Please keep her family in your prayers. She’s 30 years old and has left behind a husband she adored, a not-quite-2 year old, and a 7 month old. Devastating.
I am allowing myself to feel the sadness, and I’m choosing
to draw inspiration from her life. I need to write more, both for myself and
for pure documentation/family keepsake. I didn’t write a 12-month post for
Owen. I had so many feelings that were too raw at the time, and by time I came
to terms with them, I felt like too much time had passed. I actually have part
of a post saved, so I might go back and post it soon. I regret that I didn’t.

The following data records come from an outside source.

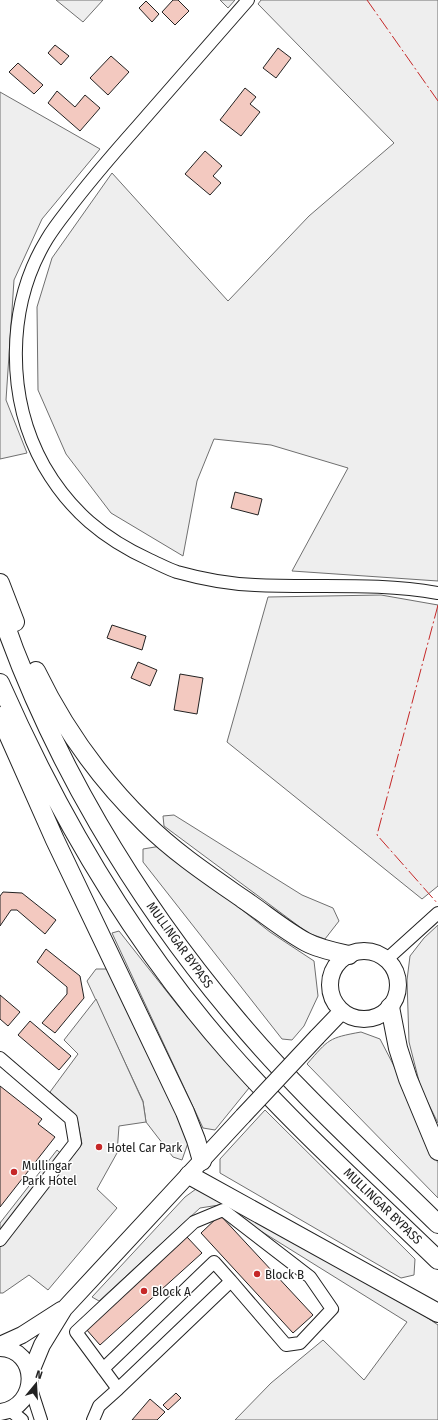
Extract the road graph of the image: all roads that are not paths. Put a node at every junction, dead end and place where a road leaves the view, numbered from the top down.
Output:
1 (248, 0) edge
2 (0, 583) edge
3 (438, 593) edge
4 (0, 610) edge
5 (0, 683) edge
6 (0, 716) edge
7 (438, 913) edge
8 (349, 955) junction
9 (386, 960) junction
10 (390, 1007) junction
11 (342, 1011) junction
12 (0, 1058) edge
13 (438, 1150) edge
14 (202, 1160) junction
15 (189, 1175) junction
16 (438, 1224) edge
17 (0, 1240) edge
18 (438, 1260) edge
19 (231, 1281) junction
20 (64, 1309) junction
21 (438, 1313) edge
22 (0, 1347) edge
23 (103, 1369) junction
24 (30, 1380) junction
25 (118, 1389) junction
26 (7, 1413) edge
27 (42, 1420) edge
28 (93, 1420) edge

1 - 3 street
2 - 8 highway
4 - 16 highway, MULLINGAR BYPASS
5 - 18 highway, MULLINGAR BYPASS
6 - 14 highway
7 - 9 street
8 - 9 main road
8 - 11 main road
9 - 10 main road
10 - 11 main road
10 - 13 highway
11 - 14 main road, bridge
12 - 17 street
14 - 15 main road
15 - 20 main road
15 - 21 highway
19 - 23 street
19 - 23 street
19 - 25 street
20 - 22 main road
20 - 24 main road
22 - 24 main road
23 - 25 street
24 - 26 main road
24 - 27 street
25 - 28 street

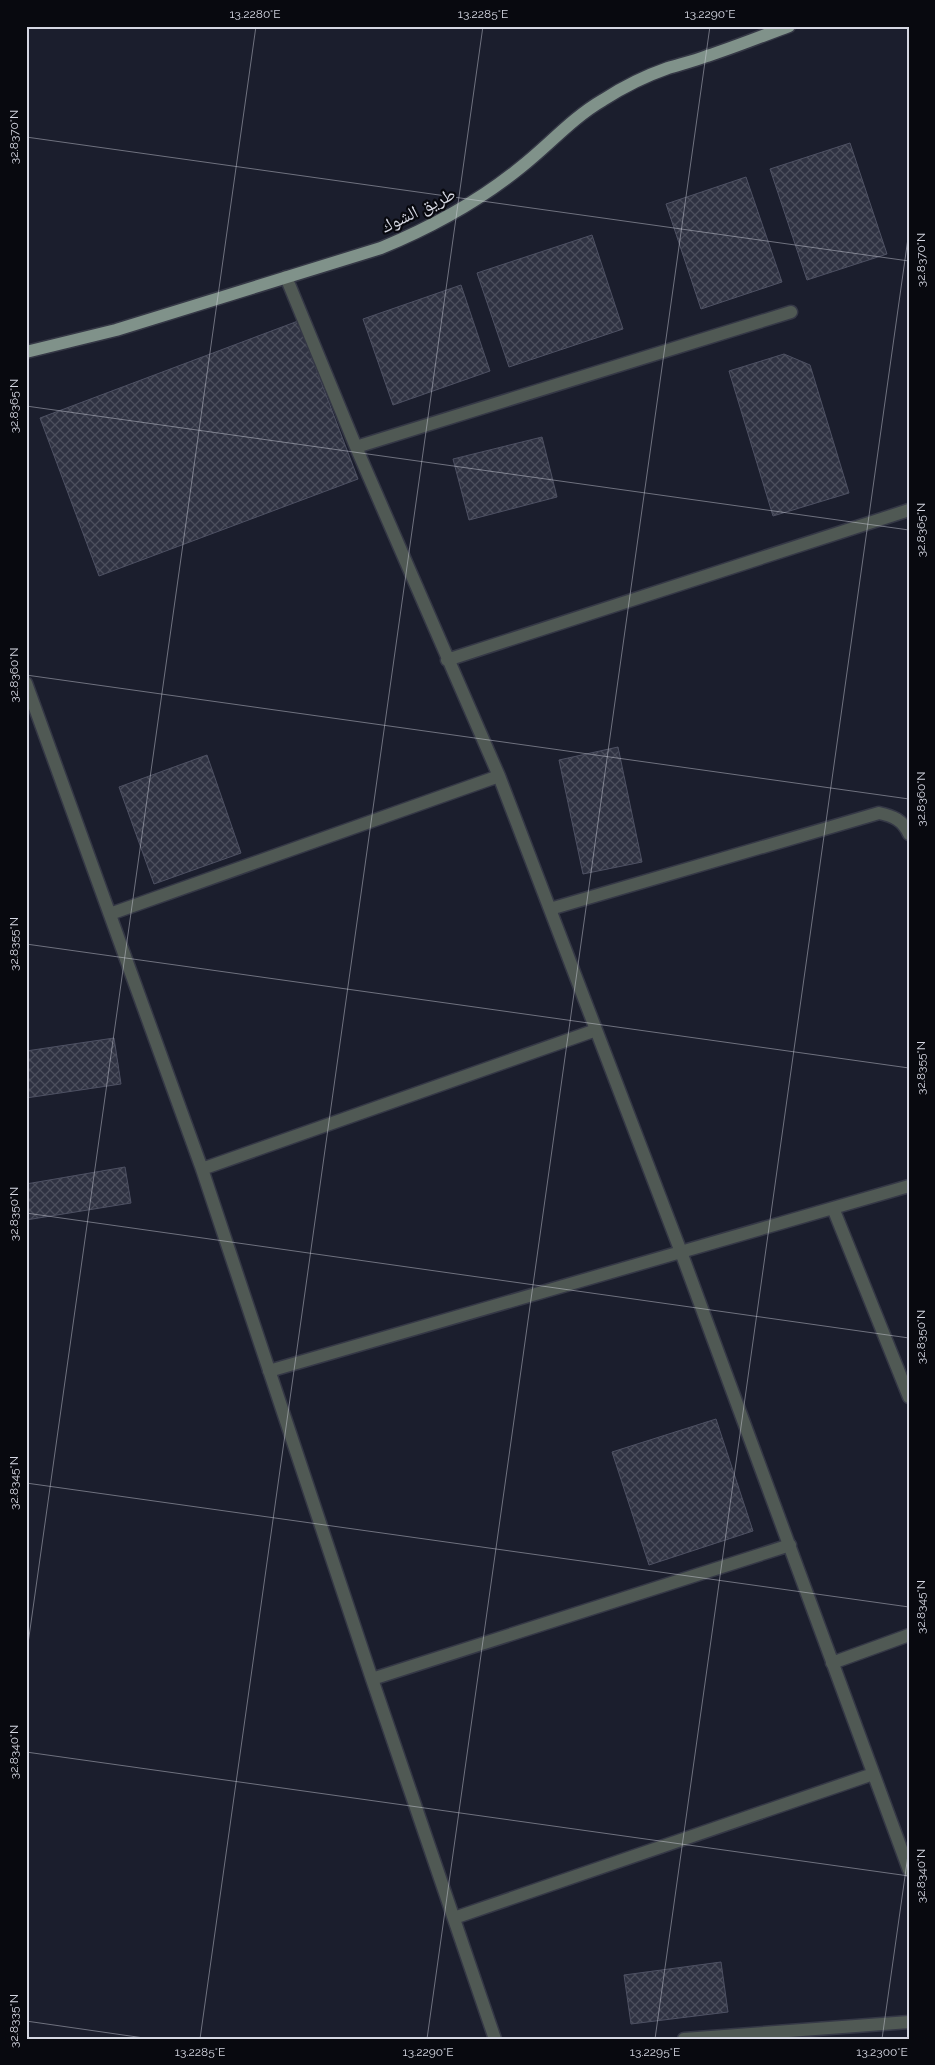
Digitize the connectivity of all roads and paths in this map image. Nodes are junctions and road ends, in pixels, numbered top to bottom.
1 (789, 26) edge
2 (286, 277) junction
3 (791, 312) dead end
4 (26, 352) edge
5 (356, 447) junction
6 (909, 510) edge
7 (447, 660) junction
8 (26, 683) edge
9 (499, 776) junction
10 (909, 834) edge
11 (550, 908) junction
12 (110, 914) junction
13 (596, 1030) junction
14 (202, 1169) junction
15 (909, 1186) edge
16 (833, 1208) junction
17 (681, 1252) junction
18 (269, 1372) junction
19 (909, 1397) edge
20 (790, 1545) junction
21 (909, 1635) edge
22 (832, 1663) junction
23 (372, 1679) junction
24 (873, 1774) junction
25 (909, 1870) edge
26 (454, 1918) junction
27 (909, 2022) edge
28 (801, 2034) edge
29 (495, 2039) edge
30 (684, 2039) edge

1 - 2 main road, طريق الشوك
2 - 4 main road, طريق الشوك
2 - 5 street
3 - 5 street
5 - 7 street
6 - 7 street
7 - 9 street
8 - 12 street
9 - 11 street
9 - 12 street
10 - 11 street
11 - 13 street
12 - 14 street
13 - 14 street
13 - 17 street
14 - 18 street
15 - 16 street
16 - 17 street
16 - 19 street
17 - 18 street
17 - 20 street
18 - 23 street
20 - 22 street
20 - 23 street
21 - 22 street
22 - 24 street
23 - 26 street
24 - 25 street
24 - 26 street
26 - 29 street
27 - 28 street
28 - 30 street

I’m still upset that I only got to be with Owen for 10 minutes on his first
birthday, but I’m thankful for the enormous amounts of time I get with him on
most days. He and Ryan bring me joy after joy. I really don’t have much more to
say tonight, but I think it’s important to name and express our emotions in
whatever way we can, and be vulnerable enough to allow our experiences to
change us in both big and small ways.